▶ [WORK INSTRUCTION]:
Search the records for the word "where" and report each line that has it.

▶ [RECORDS TO PROCESS]:
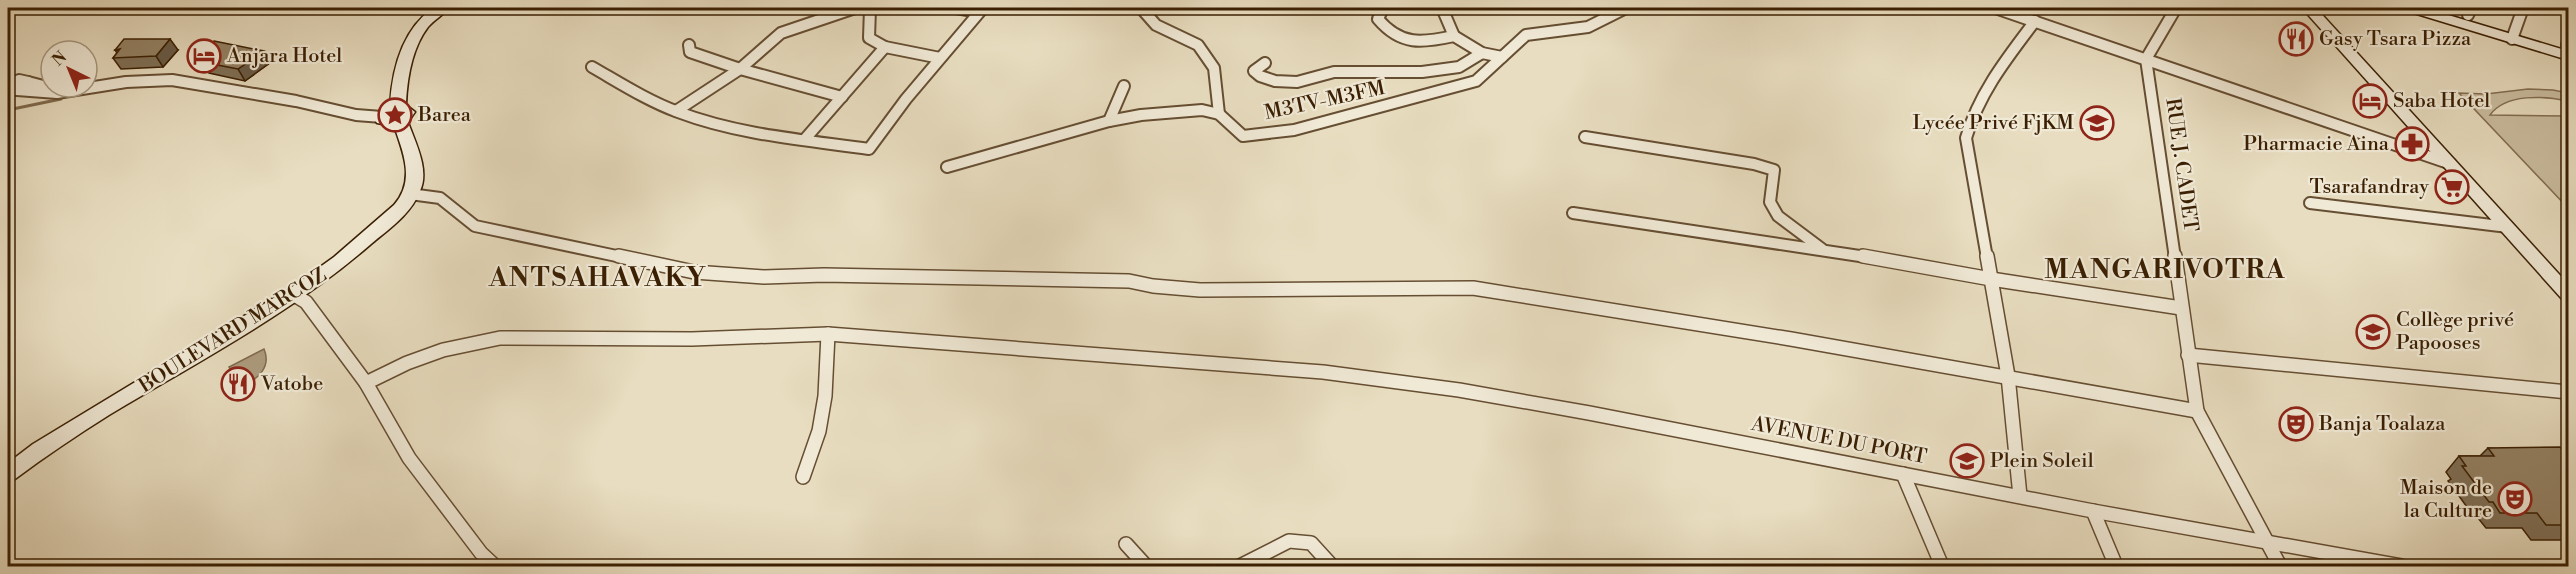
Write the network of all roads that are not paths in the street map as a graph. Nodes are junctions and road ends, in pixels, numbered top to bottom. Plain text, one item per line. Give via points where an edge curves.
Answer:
1 (442, 8) edge
2 (855, 8) edge
3 (870, 8) edge
4 (956, 8) edge
5 (1141, 8) edge
6 (1383, 8) edge
7 (1442, 8) edge
8 (1626, 8) edge
9 (1995, 8) edge
10 (2176, 8) edge
11 (2309, 8) edge
12 (2417, 8) edge
13 (2444, 8) edge
14 (2523, 8) edge
15 (981, 10) edge
16 (2470, 11) edge
17 (2036, 21) junction
18 (2514, 34) junction
19 (1454, 36) junction
20 (689, 45) dead end
21 (885, 47) junction
22 (2568, 47) edge
23 (1482, 53) junction
24 (1502, 57) junction
25 (940, 58) junction
26 (2146, 59) junction
27 (1265, 63) dead end
28 (592, 68) dead end
29 (740, 69) junction
30 (8, 72) edge
31 (99, 83) edge
32 (1124, 86) dead end
33 (14, 87) edge
34 (39, 87) edge
35 (842, 97) junction
36 (341, 111) junction
37 (676, 111) junction
38 (1219, 114) junction
39 (393, 115) junction
40 (1109, 121) junction
41 (1585, 137) dead end
42 (805, 139) junction
43 (2452, 165) junction
44 (947, 167) dead end
45 (410, 194) junction
46 (2310, 203) dead end
47 (1573, 213) dead end
48 (2508, 227) junction
49 (1826, 251) junction
50 (1991, 279) junction
51 (2568, 295) edge
52 (296, 296) junction
53 (2181, 308) junction
54 (828, 334) junction
55 (2188, 355) junction
56 (2008, 376) junction
57 (366, 383) junction
58 (2568, 392) edge
59 (2197, 411) junction
60 (8, 473) edge
61 (1903, 474) junction
62 (803, 477) dead end
63 (2020, 496) junction
64 (2093, 511) junction
65 (2266, 542) junction
66 (1126, 544) dead end
67 (495, 567) edge
68 (1146, 567) edge
69 (1240, 567) edge
70 (1332, 567) edge
71 (1942, 567) edge
72 (2116, 567) edge
73 (2280, 567) edge
74 (2401, 567) edge

1 - 39 main road via 424,23 409,47
2 - 29 street via 781,33
3 - 21 street via 869,38
4 - 15 street
5 - 38 street via 1156,25 1198,45 1214,68
6 - 19 street via 1378,19 1384,28 1409,40 1423,44
7 - 19 street
8 - 24 street, M3TV-M3FM via 1588,27 1526,35
9 - 17 street
10 - 26 street
11 - 43 main road
12 - 18 main road
13 - 16 main road
14 - 18 street
15 - 25 street
16 - 18 main road
17 - 26 street
17 - 50 street via 1990,80 1971,118 1966,138
18 - 22 main road
19 - 23 street
20 - 29 street via 690,51
21 - 25 street
21 - 35 street
23 - 24 street
23 - 27 street via 1460,67 1422,72 1334,72 1297,82 1260,76 1254,71
24 - 38 street, M3TV-M3FM via 1476,81 1294,130 1243,136
25 - 42 street via 868,149
26 - 43 street
26 - 53 street, RUE J. CADET
28 - 37 street
29 - 35 street
29 - 37 street
30 - 33 street
31 - 36 street via 176,76 338,103
32 - 40 street
33 - 34 street
33 - 36 street via 57,93 126,82 172,80
35 - 42 street
36 - 39 street via 356,116
37 - 42 street via 756,132
38 - 40 street via 1202,110
39 - 45 main road via 408,143 415,182
40 - 44 street
41 - 49 street via 1773,170 1770,202 1778,216
43 - 48 main road
45 - 52 main road, BOULEVARD MARCOZ via 400,209 351,255
45 - 56 street via 440,198 475,226 694,272 764,277 1129,281 1200,290 1473,288
46 - 48 street
47 - 49 street
48 - 51 main road
49 - 50 street
50 - 53 street
50 - 56 street
52 - 57 street via 306,302
52 - 60 main road, BOULEVARD MARCOZ via 59,437
53 - 55 street, RUE J. CADET
54 - 57 street, AVENUE DU PORT via 692,339 500,338 443,350
54 - 61 street, AVENUE DU PORT via 1323,372 1459,390
54 - 62 street via 819,431
55 - 58 street
55 - 59 street, RUE J. CADET
56 - 59 street
56 - 63 street
57 - 67 street via 409,458 480,554
59 - 65 street, RUE J. CADET
61 - 63 street, AVENUE DU PORT
61 - 71 street
63 - 64 street, AVENUE DU PORT
64 - 65 street, AVENUE DU PORT
64 - 72 street
65 - 73 street, RUE J. CADET
65 - 74 street, AVENUE DU PORT
66 - 68 street
69 - 70 street via 1289,541 1311,543

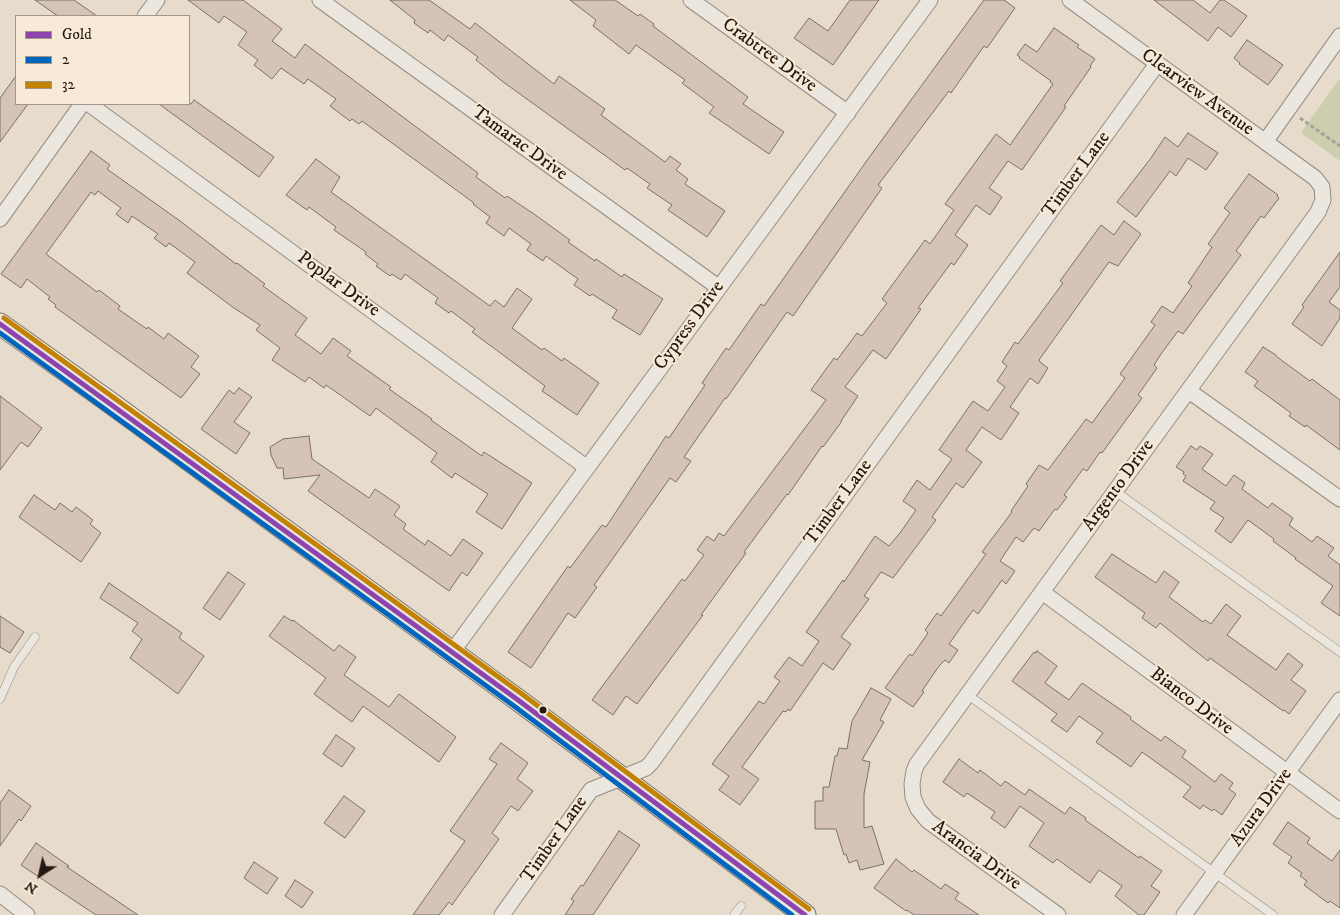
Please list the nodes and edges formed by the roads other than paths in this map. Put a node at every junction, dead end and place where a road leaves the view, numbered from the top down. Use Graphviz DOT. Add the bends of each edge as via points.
graph roads {
  1 [pos="157,0"];
  2 [pos="320,0"];
  3 [pos="691,0"];
  4 [pos="930,0"];
  5 [pos="1070,0"];
  6 [pos="146,15"];
  7 [pos="1340,36"];
  8 [pos="1157,64"];
  9 [pos="81,105"];
  10 [pos="90,105"];
  11 [pos="848,113"];
  12 [pos="1265,142"];
  13 [pos="1322,186"];
  14 [pos="0,219"];
  15 [pos="718,287"];
  16 [pos="0,324"];
  17 [pos="1189,391"];
  18 [pos="586,467"];
  19 [pos="1115,491"];
  20 [pos="1340,499"];
  21 [pos="1042,592"];
  22 [pos="35,637"];
  23 [pos="452,652"];
  24 [pos="1340,652"];
  25 [pos="968,695"];
  26 [pos="0,699"];
  27 [pos="1340,700"];
  28 [pos="1287,774"];
  29 [pos="620,778"];
  30 [pos="912,784"];
  31 [pos="1340,811"];
  32 [pos="1215,873"];
  33 [pos="0,894"];
  34 [pos="741,906"];
  35 [pos="27,915"];
  36 [pos="502,915"];
  37 [pos="734,915"];
  38 [pos="804,915"];
  39 [pos="1058,915"];
  40 [pos="1184,915"];
  41 [pos="1273,915"];
  1 -- 6 [label="street"];
  2 -- 15 [label="street, Tamarac Drive"];
  3 -- 11 [label="street, Crabtree Drive"];
  4 -- 11 [label="street, Cypress Drive"];
  5 -- 8 [label="street, Clearview Avenue"];
  7 -- 12 [label="street"];
  8 -- 12 [label="street, Clearview Avenue"];
  8 -- 29 [label="street, Timber Lane" via="650,763 646,768"];
  9 -- 14 [label="street"];
  10 -- 18 [label="street, Poplar Drive"];
  11 -- 15 [label="street, Cypress Drive"];
  12 -- 13 [label="street, Clearview Avenue"];
  13 -- 17 [label="street, Argento Drive" via="1323,200 1318,212"];
  15 -- 18 [label="street, Cypress Drive"];
  16 -- 23 [label="main road"];
  17 -- 19 [label="street, Argento Drive"];
  17 -- 20 [label="street"];
  18 -- 23 [label="street, Cypress Drive"];
  19 -- 21 [label="street, Argento Drive"];
  19 -- 24 [label="lane"];
  21 -- 25 [label="street, Argento Drive"];
  21 -- 28 [label="street, Bianco Drive"];
  22 -- 26 [label="lane" via="14,667"];
  23 -- 29 [label="main road"];
  25 -- 30 [label="street, Argento Drive" via="917,764"];
  25 -- 32 [label="lane"];
  27 -- 28 [label="street, Azura Drive"];
  28 -- 31 [label="street, Bianco Drive"];
  28 -- 32 [label="street, Azura Drive"];
  29 -- 36 [label="street, Timber Lane" via="591,790"];
  29 -- 38 [label="main road"];
  30 -- 39 [label="street, Arancia Drive" via="918,809 928,821"];
  32 -- 40 [label="street, Azura Drive"];
  32 -- 41 [label="lane"];
  33 -- 35 [label="street"];
  34 -- 37 [label="lane"];
}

▶ [FINISHED EXERCISE]:
Write the network of all roads that are not paths in the street map as a graph. Nodes are junctions and road ends, in pixels, numbered top to bottom. Plain text, one item per line. Give via points where an edge curves.
Please list the nodes and edges formed by the roads other than paths in this map. Put a node at every junction, dead end and place where a road leaves the view, numbered from the top down. Use Graphviz DOT. Add the bends of each edge as via points.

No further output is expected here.